▶ **EXERCISE AIM**
Check every line below for the string "Explorer". Copy the ones that have it.

*** Opening of DATASET CONTENT ***

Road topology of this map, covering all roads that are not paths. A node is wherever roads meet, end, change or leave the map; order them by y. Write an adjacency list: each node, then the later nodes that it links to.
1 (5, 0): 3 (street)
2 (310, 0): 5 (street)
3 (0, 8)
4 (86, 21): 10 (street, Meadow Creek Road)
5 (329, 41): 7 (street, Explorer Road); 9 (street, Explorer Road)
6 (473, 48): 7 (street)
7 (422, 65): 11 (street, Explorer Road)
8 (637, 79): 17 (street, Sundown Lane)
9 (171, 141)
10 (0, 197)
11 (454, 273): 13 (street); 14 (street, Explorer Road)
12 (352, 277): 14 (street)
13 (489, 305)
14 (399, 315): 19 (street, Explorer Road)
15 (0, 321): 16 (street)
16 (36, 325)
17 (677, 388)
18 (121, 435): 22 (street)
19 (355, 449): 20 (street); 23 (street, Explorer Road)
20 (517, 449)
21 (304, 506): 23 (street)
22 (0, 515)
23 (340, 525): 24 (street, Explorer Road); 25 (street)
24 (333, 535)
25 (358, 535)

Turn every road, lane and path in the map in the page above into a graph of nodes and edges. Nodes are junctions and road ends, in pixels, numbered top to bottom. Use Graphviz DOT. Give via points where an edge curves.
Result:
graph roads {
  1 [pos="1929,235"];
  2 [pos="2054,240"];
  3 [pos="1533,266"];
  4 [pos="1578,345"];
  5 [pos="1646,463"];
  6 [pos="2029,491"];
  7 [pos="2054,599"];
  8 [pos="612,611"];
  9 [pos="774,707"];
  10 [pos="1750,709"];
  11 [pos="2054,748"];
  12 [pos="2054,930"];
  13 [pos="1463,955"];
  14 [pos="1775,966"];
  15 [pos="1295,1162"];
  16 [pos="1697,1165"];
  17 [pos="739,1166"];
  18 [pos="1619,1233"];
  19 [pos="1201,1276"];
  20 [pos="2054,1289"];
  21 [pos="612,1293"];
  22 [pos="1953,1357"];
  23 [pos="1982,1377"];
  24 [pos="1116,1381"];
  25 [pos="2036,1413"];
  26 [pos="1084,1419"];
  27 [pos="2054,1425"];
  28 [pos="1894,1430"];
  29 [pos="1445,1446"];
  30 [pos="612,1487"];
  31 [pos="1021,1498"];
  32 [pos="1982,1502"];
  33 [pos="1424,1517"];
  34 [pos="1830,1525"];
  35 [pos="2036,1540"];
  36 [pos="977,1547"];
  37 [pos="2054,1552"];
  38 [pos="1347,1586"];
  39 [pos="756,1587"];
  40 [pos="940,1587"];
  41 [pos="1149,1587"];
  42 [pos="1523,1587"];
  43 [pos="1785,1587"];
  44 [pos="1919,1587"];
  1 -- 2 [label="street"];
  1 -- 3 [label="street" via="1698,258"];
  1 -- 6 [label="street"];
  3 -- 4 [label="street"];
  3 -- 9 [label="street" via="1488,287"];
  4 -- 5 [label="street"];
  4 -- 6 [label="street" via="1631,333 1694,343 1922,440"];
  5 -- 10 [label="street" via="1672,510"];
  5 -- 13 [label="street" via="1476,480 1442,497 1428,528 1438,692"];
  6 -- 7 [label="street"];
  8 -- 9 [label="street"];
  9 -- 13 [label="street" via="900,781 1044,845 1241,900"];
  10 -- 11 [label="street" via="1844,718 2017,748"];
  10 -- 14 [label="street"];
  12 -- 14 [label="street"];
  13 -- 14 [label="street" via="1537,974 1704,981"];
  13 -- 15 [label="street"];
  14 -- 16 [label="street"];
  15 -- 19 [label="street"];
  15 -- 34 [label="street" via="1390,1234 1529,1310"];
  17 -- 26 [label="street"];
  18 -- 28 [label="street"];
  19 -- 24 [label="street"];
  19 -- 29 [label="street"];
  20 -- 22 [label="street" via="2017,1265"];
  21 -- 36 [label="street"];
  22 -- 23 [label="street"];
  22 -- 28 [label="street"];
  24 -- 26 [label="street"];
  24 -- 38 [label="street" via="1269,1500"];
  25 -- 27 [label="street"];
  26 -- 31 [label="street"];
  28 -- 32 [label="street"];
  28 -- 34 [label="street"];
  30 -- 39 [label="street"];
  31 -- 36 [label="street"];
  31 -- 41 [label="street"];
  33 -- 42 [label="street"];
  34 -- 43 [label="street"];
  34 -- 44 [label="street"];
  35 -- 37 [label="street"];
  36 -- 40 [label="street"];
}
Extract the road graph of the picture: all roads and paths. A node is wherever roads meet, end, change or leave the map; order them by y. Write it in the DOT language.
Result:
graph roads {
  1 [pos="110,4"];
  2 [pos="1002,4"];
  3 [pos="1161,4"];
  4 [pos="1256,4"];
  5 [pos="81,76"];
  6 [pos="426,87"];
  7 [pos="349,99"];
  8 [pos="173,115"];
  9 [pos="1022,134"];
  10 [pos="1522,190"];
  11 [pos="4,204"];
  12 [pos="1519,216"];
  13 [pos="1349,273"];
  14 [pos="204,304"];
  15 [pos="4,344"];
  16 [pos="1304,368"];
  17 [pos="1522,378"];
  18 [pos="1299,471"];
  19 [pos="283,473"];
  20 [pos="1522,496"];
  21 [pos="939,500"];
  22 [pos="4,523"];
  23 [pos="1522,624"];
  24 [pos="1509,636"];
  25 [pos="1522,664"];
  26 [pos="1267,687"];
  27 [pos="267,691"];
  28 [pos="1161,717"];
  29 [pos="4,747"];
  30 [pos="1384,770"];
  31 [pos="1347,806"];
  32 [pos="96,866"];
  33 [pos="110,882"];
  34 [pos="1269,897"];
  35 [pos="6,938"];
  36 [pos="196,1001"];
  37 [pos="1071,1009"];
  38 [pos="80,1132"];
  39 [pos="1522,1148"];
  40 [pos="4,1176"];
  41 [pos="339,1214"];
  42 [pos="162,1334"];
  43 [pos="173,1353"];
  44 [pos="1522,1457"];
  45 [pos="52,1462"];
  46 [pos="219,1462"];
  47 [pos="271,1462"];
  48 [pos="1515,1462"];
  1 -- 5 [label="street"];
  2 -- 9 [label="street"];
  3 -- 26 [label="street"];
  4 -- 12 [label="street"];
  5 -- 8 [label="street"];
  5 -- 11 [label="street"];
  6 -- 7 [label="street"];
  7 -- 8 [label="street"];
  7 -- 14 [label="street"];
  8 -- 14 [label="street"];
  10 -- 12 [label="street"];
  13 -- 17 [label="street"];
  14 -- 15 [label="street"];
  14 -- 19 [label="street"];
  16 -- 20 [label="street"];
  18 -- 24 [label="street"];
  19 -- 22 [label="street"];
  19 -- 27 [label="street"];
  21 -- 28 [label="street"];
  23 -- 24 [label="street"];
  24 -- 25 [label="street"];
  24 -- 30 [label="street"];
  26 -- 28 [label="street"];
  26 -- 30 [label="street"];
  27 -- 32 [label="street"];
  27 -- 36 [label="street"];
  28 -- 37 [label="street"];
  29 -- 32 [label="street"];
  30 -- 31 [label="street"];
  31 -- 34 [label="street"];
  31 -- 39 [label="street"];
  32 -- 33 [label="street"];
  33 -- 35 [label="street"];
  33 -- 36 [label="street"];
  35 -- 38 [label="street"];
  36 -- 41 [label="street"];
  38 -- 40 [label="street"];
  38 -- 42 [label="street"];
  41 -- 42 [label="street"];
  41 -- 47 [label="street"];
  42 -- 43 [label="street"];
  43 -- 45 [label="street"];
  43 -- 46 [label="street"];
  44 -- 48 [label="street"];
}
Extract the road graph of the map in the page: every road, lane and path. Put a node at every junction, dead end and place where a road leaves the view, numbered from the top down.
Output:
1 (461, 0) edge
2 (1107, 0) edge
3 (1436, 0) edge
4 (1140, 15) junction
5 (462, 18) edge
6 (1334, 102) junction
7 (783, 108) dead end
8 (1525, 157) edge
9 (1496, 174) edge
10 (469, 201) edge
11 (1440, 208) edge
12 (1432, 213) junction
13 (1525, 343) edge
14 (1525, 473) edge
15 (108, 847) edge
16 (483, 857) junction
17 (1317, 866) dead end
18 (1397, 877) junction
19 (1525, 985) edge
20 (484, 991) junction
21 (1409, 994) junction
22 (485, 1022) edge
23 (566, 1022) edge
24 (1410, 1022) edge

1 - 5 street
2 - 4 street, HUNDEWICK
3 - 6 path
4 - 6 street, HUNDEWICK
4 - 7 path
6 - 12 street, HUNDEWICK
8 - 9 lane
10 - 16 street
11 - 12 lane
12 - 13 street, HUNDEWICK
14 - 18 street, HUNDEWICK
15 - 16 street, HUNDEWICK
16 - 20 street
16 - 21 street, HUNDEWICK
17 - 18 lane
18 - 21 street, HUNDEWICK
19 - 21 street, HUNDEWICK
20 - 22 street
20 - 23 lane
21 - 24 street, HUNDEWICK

*** Close of DATASET CONTENT ***

▶ **REPLY**
5 (329, 41): 7 (street, Explorer Road); 9 (street, Explorer Road)
7 (422, 65): 11 (street, Explorer Road)
11 (454, 273): 13 (street); 14 (street, Explorer Road)
14 (399, 315): 19 (street, Explorer Road)
19 (355, 449): 20 (street); 23 (street, Explorer Road)
23 (340, 525): 24 (street, Explorer Road); 25 (street)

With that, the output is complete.